Assignment:
Reproduce every line in the material below that holds "Padova".

Records for this task:
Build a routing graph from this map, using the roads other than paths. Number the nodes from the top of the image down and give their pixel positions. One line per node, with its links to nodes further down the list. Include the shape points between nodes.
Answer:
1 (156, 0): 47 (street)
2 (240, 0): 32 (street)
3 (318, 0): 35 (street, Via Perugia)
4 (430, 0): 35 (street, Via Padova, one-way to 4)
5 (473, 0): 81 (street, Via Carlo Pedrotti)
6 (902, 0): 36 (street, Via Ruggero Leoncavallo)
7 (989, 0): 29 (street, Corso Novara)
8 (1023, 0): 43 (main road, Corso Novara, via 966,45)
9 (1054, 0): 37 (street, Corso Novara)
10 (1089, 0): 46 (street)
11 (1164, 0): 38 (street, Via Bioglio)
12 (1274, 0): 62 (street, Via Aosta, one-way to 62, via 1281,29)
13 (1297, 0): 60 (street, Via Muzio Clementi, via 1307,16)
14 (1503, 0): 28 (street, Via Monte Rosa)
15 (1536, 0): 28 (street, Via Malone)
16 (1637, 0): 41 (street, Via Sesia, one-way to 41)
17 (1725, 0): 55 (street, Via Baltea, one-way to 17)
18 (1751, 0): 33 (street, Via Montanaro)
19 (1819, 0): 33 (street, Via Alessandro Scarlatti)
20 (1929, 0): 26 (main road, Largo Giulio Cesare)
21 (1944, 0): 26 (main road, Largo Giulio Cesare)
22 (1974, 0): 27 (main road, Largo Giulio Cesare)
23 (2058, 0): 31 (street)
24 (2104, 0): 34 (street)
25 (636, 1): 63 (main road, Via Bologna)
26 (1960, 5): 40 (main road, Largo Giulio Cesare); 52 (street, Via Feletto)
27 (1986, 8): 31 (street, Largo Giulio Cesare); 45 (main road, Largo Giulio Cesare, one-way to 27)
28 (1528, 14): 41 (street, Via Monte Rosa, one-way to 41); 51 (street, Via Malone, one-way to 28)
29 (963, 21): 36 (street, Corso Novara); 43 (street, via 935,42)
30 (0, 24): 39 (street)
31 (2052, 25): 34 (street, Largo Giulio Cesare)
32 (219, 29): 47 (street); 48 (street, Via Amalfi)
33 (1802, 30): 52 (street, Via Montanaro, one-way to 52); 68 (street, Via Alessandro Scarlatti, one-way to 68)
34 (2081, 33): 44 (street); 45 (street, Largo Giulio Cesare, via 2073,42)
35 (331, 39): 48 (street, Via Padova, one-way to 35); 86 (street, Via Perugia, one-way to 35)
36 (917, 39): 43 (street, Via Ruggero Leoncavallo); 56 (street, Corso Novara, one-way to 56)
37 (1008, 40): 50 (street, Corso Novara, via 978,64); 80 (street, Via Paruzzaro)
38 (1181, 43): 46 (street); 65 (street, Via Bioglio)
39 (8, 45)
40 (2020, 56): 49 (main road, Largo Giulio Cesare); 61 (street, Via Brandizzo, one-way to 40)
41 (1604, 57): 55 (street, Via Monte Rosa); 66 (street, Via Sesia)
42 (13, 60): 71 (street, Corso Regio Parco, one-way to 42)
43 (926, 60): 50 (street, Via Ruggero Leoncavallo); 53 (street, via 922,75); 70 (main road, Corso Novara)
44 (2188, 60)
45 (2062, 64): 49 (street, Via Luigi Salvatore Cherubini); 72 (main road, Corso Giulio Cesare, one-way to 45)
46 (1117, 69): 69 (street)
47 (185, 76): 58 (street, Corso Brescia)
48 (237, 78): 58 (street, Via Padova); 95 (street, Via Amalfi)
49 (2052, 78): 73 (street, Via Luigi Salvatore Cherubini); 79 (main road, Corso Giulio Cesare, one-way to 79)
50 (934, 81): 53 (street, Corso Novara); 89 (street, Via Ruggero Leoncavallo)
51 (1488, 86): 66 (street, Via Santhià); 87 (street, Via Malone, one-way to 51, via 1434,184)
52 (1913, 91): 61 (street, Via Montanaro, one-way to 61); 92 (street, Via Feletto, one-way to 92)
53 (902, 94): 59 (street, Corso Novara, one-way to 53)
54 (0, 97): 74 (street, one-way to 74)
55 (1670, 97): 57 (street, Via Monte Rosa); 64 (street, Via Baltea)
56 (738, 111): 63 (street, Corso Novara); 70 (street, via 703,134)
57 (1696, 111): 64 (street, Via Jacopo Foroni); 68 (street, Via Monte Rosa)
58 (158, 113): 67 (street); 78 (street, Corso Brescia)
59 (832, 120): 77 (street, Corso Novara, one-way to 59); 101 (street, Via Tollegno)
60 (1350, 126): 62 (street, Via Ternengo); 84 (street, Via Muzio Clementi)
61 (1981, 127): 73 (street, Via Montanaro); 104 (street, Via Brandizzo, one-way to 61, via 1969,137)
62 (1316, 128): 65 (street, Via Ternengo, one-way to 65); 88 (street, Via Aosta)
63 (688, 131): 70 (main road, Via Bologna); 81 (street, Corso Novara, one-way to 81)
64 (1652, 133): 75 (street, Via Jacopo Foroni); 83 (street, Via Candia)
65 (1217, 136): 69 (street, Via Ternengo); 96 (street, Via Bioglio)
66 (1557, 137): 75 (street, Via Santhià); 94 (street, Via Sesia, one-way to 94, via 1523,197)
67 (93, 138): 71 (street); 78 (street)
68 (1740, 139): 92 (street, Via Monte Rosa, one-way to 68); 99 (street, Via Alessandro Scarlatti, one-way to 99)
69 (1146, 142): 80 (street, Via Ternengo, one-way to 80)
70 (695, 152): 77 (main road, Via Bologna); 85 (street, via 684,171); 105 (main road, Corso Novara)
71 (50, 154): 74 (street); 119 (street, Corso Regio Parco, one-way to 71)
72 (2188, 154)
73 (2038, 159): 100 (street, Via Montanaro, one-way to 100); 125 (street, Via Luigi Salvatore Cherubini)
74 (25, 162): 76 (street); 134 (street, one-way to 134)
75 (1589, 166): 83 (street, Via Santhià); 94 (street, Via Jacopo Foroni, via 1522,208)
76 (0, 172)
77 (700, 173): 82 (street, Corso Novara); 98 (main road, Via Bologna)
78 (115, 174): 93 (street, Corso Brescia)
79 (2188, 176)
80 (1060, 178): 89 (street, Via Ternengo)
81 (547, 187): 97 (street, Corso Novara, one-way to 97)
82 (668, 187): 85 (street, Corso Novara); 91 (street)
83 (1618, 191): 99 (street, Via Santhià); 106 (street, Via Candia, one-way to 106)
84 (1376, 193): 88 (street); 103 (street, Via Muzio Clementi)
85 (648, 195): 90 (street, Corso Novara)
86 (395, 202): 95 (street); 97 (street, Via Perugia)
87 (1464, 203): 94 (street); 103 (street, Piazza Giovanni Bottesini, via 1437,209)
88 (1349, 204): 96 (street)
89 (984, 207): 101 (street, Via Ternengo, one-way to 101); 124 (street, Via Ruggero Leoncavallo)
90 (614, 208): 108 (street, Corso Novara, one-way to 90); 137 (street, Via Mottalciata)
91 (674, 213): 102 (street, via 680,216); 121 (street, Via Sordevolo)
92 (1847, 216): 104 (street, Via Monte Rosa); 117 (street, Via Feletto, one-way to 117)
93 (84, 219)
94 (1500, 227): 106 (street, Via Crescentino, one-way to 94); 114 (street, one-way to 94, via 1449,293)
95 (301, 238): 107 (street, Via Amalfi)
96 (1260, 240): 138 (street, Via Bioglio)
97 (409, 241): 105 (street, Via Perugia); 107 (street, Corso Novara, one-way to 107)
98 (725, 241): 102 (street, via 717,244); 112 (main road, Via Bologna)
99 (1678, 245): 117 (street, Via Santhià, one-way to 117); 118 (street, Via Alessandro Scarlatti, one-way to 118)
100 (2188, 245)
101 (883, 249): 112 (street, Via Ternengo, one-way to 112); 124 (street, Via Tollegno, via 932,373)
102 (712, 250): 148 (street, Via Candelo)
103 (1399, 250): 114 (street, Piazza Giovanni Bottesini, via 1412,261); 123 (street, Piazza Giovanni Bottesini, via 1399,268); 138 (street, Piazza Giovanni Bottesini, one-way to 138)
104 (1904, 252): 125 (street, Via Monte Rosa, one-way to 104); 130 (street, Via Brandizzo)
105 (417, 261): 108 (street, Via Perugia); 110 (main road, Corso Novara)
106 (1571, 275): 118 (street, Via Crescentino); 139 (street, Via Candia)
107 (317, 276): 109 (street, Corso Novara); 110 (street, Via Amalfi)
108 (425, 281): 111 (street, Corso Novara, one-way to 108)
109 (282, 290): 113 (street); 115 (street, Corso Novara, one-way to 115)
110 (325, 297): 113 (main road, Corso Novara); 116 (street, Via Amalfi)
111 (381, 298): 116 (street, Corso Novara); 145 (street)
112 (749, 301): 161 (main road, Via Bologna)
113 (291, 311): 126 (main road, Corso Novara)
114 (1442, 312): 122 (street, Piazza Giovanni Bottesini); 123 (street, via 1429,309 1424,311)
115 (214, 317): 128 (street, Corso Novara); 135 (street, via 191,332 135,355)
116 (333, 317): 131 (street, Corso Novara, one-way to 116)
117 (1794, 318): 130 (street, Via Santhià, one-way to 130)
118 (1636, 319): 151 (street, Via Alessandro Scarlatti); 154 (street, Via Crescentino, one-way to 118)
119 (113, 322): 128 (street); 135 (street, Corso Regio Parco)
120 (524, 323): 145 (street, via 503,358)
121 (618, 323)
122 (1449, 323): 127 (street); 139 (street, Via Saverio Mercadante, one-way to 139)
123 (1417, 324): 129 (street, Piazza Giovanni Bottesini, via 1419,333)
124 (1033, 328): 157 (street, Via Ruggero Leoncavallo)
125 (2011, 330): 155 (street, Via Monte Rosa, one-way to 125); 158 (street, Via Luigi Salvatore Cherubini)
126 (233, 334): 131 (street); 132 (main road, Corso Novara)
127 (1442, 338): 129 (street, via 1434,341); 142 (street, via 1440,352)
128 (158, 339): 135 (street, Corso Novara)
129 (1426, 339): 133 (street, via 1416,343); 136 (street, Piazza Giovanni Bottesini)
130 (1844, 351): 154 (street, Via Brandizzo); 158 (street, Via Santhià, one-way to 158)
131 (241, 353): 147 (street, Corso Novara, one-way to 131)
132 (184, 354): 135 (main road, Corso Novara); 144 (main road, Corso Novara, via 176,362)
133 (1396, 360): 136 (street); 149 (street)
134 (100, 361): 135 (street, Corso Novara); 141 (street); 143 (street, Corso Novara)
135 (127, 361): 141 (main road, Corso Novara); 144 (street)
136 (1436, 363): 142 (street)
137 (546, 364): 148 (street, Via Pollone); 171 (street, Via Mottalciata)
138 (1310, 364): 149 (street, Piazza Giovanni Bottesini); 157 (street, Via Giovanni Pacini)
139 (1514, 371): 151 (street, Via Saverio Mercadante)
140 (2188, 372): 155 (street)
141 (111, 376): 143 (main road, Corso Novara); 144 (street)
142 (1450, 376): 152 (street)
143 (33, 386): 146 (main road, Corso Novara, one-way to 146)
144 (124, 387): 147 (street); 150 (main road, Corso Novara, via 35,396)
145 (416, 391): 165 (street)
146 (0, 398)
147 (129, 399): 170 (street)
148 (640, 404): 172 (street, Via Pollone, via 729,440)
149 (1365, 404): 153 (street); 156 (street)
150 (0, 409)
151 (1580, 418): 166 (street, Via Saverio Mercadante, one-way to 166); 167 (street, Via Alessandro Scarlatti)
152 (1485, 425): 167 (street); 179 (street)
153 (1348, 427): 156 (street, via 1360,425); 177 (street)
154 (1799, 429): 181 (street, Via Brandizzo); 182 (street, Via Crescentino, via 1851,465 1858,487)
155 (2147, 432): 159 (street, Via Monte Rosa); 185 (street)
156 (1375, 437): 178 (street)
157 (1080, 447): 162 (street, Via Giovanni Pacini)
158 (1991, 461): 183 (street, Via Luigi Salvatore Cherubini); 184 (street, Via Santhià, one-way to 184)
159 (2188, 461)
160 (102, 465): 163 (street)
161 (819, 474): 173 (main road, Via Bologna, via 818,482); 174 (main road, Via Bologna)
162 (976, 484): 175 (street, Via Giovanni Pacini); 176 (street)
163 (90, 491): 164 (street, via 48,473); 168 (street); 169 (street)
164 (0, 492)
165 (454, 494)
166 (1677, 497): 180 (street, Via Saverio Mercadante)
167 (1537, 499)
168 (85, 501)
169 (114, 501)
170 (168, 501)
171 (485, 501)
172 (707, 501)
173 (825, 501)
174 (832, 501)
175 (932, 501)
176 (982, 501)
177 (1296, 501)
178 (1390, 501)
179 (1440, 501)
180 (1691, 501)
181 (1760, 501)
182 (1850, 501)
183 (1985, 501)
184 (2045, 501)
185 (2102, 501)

...

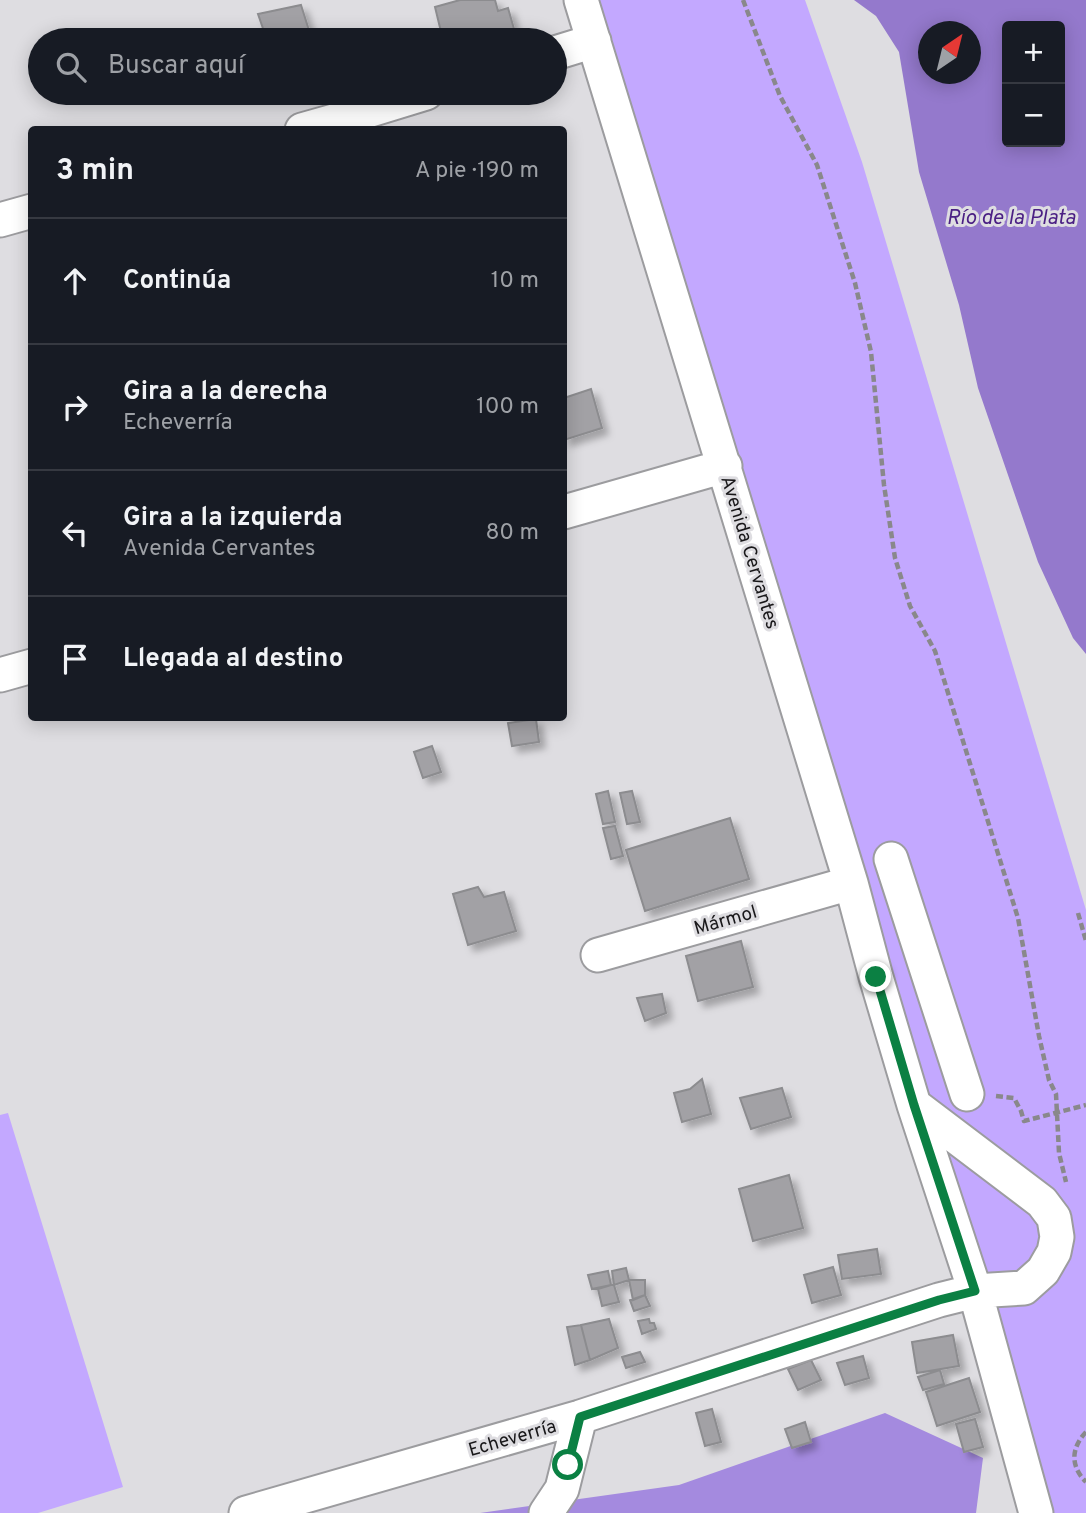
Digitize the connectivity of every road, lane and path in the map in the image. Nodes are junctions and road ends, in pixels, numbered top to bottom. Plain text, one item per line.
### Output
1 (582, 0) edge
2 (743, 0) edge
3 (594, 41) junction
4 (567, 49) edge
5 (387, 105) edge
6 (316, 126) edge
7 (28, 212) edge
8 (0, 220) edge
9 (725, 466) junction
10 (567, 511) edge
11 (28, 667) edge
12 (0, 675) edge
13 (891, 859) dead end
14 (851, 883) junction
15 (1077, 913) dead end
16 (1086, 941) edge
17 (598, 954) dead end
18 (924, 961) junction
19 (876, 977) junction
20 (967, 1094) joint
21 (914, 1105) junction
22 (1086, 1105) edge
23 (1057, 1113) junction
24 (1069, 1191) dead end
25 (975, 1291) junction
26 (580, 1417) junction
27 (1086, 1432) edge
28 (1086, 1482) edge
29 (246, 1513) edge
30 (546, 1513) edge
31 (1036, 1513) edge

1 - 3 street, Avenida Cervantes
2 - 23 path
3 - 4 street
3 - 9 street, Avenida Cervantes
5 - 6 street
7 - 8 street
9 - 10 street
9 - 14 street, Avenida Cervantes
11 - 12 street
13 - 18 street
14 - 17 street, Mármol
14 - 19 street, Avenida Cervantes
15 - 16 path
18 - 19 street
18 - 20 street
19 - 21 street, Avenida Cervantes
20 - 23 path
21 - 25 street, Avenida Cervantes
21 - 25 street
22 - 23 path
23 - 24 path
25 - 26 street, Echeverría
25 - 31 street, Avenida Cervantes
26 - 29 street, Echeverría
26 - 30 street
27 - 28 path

Solution to this problem:
4 (430, 0): 35 (street, Via Padova, one-way to 4)
35 (331, 39): 48 (street, Via Padova, one-way to 35); 86 (street, Via Perugia, one-way to 35)
48 (237, 78): 58 (street, Via Padova); 95 (street, Via Amalfi)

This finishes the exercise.